*** Opening of The input ***

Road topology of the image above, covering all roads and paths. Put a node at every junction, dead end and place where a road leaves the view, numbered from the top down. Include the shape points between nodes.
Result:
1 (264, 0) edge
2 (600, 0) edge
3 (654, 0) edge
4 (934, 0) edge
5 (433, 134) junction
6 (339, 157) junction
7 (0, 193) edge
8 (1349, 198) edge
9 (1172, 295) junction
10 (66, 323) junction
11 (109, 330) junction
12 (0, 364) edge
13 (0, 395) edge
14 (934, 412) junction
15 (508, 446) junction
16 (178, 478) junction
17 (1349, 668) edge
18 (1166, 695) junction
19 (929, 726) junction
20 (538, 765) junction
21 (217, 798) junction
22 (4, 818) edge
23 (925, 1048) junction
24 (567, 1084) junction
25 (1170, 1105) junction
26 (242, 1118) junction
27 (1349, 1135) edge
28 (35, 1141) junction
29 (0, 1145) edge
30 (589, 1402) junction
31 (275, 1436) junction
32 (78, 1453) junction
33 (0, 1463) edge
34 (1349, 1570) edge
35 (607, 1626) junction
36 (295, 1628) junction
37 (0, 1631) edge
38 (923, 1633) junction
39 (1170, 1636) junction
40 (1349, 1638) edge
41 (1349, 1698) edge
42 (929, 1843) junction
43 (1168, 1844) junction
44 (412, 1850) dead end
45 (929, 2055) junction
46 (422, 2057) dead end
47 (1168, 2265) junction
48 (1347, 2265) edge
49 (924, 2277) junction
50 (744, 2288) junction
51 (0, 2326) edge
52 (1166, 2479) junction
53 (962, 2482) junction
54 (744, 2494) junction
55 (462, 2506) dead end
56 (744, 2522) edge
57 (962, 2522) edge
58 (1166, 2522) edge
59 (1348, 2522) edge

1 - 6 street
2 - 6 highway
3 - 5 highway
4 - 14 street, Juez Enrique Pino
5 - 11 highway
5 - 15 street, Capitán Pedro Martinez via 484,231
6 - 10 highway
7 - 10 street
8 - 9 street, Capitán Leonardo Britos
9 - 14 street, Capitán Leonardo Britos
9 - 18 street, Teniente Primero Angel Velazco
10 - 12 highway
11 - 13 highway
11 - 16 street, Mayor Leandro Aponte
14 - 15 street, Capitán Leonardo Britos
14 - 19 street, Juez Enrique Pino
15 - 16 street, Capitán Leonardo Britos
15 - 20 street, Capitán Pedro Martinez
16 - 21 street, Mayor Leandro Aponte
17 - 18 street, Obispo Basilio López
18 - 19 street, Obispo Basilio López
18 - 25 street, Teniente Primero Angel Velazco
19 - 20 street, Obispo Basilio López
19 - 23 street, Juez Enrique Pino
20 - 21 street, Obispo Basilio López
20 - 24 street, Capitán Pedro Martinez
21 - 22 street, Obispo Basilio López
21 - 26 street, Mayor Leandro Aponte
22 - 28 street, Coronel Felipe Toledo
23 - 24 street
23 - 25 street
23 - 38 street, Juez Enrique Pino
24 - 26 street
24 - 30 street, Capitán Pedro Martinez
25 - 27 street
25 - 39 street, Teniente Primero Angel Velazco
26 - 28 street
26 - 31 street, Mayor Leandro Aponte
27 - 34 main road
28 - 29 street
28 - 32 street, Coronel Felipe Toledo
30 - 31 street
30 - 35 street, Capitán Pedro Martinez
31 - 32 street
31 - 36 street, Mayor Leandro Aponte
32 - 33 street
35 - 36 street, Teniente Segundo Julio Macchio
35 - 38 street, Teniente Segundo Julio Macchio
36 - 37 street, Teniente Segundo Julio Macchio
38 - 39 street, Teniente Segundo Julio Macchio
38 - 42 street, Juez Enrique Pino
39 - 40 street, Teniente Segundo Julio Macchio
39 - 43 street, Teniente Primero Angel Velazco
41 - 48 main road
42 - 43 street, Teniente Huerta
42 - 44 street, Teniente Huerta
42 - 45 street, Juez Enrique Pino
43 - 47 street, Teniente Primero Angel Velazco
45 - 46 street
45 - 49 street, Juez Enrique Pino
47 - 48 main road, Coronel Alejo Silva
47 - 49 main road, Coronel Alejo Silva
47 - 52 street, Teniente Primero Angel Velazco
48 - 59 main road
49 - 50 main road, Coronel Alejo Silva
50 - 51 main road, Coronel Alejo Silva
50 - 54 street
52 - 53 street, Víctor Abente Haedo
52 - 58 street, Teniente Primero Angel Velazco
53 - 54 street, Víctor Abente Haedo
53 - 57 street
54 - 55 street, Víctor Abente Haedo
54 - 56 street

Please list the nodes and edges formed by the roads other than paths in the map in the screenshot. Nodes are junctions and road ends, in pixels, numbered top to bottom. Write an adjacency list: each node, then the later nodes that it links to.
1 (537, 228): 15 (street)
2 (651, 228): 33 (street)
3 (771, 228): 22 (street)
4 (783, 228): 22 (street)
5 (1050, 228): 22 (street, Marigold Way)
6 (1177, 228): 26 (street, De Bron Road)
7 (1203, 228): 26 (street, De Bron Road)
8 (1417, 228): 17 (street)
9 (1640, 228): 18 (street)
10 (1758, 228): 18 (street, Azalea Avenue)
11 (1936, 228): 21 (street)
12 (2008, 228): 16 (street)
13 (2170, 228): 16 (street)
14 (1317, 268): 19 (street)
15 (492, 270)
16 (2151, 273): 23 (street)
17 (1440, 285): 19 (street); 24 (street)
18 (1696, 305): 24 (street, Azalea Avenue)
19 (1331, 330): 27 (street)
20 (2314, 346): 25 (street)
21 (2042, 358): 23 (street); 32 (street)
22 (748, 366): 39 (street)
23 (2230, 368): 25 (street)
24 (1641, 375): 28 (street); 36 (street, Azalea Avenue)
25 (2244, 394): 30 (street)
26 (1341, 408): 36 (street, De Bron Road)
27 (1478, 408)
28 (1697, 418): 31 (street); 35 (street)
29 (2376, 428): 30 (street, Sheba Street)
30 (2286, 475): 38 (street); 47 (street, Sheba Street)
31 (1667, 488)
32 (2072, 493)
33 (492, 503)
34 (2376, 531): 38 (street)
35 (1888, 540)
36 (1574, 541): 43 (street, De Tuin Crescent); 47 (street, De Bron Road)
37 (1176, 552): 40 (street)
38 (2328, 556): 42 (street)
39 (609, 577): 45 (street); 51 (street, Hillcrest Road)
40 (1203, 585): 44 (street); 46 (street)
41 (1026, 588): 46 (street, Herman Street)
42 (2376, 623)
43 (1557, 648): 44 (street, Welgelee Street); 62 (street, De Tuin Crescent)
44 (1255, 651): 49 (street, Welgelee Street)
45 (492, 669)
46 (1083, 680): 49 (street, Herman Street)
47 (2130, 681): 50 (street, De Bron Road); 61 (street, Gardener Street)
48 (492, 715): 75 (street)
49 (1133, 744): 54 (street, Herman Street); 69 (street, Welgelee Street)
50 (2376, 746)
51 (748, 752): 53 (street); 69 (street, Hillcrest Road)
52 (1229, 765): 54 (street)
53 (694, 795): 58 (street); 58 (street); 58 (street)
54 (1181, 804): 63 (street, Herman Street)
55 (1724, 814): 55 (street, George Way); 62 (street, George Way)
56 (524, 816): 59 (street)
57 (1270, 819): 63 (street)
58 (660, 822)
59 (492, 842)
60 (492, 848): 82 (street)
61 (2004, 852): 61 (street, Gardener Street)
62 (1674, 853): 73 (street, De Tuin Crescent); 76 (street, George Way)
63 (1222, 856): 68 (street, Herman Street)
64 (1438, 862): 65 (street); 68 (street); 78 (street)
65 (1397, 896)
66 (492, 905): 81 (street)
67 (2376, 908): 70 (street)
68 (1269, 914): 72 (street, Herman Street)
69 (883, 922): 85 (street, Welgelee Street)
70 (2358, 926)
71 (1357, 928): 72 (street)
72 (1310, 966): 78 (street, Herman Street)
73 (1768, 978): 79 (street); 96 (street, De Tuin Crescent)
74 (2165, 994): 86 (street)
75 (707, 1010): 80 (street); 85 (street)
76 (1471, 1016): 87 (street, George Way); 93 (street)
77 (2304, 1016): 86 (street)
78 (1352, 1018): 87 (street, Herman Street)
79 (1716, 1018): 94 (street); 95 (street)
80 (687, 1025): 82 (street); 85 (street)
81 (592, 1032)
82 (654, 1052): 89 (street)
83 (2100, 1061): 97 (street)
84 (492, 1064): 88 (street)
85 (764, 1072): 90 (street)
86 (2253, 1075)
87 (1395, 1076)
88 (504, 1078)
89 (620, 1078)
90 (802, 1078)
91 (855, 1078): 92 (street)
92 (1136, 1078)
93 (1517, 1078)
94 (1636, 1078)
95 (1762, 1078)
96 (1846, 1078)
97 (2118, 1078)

*** Close of The input ***

:: Problem statement ::
Please list every line of the records that contains "Pedro".

:: Reply to the exercise ::
5 - 15 street, Capitán Pedro Martinez via 484,231
15 - 20 street, Capitán Pedro Martinez
20 - 24 street, Capitán Pedro Martinez
24 - 30 street, Capitán Pedro Martinez
30 - 35 street, Capitán Pedro Martinez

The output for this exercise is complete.